*** Supplied records ***
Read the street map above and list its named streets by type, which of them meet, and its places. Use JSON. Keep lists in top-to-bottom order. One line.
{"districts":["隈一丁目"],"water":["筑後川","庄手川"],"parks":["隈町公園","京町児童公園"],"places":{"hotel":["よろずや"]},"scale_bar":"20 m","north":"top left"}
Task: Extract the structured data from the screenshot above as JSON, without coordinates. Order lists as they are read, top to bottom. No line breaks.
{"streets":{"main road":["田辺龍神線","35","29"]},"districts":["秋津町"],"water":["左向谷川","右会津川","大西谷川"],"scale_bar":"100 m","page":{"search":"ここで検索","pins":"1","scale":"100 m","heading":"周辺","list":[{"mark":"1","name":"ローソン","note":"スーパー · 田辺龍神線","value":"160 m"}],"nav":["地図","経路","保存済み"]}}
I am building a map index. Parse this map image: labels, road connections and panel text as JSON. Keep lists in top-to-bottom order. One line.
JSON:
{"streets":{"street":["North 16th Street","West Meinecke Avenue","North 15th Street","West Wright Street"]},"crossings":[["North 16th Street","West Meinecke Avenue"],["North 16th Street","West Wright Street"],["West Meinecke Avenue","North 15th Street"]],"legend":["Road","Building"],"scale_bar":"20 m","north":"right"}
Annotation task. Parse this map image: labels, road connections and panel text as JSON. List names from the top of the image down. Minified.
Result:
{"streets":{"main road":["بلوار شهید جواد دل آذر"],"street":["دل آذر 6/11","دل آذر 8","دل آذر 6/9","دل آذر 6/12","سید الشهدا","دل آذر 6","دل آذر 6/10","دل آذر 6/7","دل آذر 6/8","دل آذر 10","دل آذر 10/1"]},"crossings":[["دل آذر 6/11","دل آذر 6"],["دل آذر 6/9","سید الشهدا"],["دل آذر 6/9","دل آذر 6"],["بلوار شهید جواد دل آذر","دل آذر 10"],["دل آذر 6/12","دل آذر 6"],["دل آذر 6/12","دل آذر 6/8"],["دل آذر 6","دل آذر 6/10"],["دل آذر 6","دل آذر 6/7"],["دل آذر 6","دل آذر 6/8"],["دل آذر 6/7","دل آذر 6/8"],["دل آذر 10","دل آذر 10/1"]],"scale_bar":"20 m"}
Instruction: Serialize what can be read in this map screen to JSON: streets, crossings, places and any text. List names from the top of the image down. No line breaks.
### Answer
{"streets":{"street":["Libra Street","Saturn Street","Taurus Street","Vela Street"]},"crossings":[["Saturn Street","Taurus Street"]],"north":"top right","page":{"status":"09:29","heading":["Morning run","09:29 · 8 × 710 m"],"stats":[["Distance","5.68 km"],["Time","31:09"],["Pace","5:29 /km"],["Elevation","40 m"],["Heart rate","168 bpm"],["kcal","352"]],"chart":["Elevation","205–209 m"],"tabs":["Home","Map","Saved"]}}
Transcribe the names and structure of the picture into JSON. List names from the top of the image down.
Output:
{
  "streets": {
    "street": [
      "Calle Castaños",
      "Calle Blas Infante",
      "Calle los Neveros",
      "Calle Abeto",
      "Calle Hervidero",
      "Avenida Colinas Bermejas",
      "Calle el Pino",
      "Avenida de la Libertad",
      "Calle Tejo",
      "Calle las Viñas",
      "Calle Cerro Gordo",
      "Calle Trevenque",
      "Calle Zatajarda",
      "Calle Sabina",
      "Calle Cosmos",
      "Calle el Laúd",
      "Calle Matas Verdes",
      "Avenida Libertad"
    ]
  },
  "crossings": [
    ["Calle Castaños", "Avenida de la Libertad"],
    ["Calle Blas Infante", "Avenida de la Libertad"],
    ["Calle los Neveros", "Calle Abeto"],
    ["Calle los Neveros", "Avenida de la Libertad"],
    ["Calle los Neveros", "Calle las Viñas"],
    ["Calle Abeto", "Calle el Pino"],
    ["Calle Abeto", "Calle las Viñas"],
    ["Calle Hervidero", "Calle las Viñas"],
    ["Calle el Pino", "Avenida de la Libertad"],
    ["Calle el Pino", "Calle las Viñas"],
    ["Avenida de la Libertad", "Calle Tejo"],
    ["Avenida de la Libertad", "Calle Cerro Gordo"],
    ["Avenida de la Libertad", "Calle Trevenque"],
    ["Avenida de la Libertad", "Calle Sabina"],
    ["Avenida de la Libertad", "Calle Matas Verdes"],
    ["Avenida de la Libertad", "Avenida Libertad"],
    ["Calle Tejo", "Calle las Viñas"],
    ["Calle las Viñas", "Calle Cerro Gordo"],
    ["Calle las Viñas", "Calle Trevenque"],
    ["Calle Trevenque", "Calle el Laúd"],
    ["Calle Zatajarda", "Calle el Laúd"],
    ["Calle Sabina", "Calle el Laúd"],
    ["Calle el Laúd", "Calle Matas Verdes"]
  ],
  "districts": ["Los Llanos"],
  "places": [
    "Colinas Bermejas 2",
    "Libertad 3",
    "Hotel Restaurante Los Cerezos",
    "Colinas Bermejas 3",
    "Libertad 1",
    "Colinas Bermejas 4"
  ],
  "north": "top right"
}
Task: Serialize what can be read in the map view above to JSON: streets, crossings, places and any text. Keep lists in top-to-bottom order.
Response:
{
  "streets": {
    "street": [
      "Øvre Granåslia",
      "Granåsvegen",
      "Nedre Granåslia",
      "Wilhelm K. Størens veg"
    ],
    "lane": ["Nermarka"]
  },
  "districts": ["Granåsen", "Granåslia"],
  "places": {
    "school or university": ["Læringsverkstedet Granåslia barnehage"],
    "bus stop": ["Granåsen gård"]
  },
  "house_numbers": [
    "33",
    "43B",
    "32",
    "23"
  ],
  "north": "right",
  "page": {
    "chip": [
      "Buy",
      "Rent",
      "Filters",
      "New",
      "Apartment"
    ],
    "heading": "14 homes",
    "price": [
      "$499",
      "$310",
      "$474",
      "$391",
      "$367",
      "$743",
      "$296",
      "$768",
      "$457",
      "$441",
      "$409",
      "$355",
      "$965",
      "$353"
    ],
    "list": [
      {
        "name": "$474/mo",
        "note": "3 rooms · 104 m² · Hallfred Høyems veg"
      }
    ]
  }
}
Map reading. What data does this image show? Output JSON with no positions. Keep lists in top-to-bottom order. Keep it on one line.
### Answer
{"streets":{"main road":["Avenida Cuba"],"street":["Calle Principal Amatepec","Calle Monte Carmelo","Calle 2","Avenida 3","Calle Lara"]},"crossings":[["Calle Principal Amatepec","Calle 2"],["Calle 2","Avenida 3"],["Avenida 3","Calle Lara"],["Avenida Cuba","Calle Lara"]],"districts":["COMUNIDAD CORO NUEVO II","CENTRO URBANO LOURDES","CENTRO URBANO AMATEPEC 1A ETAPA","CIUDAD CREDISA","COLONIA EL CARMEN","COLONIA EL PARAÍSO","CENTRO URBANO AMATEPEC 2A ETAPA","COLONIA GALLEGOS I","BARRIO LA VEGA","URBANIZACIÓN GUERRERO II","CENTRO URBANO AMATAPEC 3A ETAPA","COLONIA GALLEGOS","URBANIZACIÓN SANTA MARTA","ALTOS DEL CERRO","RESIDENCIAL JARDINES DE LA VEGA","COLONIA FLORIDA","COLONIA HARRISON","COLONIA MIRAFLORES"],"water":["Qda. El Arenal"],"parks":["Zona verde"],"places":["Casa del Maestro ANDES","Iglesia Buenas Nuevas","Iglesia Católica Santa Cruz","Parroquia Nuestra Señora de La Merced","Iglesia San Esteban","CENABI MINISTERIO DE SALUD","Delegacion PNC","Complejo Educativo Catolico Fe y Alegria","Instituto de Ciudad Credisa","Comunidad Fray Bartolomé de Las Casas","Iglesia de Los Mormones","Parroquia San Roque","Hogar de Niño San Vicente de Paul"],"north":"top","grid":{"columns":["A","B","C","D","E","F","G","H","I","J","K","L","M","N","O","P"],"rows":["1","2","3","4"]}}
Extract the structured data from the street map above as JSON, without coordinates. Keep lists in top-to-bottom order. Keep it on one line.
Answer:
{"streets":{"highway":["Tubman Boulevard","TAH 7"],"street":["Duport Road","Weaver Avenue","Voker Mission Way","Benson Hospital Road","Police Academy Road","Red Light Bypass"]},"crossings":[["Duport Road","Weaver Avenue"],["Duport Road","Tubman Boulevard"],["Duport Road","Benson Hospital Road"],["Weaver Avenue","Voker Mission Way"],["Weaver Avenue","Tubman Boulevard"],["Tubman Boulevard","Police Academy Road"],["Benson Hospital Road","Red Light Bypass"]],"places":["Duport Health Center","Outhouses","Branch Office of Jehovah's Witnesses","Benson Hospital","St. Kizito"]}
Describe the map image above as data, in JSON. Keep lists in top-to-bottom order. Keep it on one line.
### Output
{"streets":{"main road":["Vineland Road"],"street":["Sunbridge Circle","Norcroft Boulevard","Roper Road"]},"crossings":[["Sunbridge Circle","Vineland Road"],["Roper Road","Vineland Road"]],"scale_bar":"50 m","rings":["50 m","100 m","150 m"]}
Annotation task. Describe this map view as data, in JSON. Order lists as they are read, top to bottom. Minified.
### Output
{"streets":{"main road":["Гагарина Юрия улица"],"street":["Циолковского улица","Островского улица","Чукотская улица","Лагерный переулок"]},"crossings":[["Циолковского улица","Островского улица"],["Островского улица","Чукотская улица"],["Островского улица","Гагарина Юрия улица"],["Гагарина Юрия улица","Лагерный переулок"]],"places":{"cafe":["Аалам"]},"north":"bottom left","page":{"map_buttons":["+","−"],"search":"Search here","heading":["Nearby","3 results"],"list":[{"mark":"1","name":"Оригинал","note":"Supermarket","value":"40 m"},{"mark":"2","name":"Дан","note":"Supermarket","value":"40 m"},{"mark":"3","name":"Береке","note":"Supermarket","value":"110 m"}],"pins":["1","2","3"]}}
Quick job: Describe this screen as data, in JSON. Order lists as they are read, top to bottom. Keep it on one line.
*** End of Supplied records ***
* [What you need to do]: A count is needed of the lines in this data that contain "panel"; give the number and no other text.

* [Solution]: 2